Hamp Mizell & Suwannee Lake, Ware County

As a boy fascinated by occasional visits to the Okefenokee Swamp, I was in awe of the name Hamp Mizell (1884-1948). Dr. Delma Presley told stories of his legendary two-mile swamp holler in Okefinokee Album [this recording is of another famous swamp family, the Chessers].  Coincidentally, I knew his daughter Montine Mizell Mathhews, whose husband Harold worked with my father on the railroad, but did not know at the time that she was a Mizell. I regret missing the opportunity to talk about her father with her.
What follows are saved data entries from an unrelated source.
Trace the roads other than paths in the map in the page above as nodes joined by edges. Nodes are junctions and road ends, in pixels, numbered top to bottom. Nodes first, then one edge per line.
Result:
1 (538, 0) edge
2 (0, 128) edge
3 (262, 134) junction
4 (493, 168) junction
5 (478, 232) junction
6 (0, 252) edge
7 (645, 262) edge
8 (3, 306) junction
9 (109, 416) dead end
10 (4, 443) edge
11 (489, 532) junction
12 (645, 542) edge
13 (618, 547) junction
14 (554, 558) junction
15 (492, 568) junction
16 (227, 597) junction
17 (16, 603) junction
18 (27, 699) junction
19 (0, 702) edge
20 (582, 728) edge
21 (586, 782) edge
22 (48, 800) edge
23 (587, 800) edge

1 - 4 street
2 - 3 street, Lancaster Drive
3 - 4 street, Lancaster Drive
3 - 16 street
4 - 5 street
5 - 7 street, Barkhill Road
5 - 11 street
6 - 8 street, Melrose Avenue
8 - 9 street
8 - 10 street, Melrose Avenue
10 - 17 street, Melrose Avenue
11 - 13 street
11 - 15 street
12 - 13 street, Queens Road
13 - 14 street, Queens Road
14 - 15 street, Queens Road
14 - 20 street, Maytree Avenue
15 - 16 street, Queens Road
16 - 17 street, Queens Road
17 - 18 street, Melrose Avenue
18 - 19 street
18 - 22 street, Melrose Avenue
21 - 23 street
It was wonderful to visit Suwannee Lake, on the edge of the great swamp, since it has always been associated with Mr. Mizell. It’s not a big fishing hole, but nonetheless revered by fishermen in the know. Judging from satellite images, I believe it’s an oxbow of Suwannee Creek which runs from the west into the swamp. A. S. McQueen noted in his History of Okefenokee Swamp, 1932: [Mizell] is the owner of the beautiful Suwannee Lake, on the north side of the Okefenokee Swamp, one of the most famous fishing places in Georgia. A record was kept of the fish caught in this lake, and one season, 41,618 fish were caught by the hook and line method. During one day 35 fishermen caught 1,471 fish by actual count.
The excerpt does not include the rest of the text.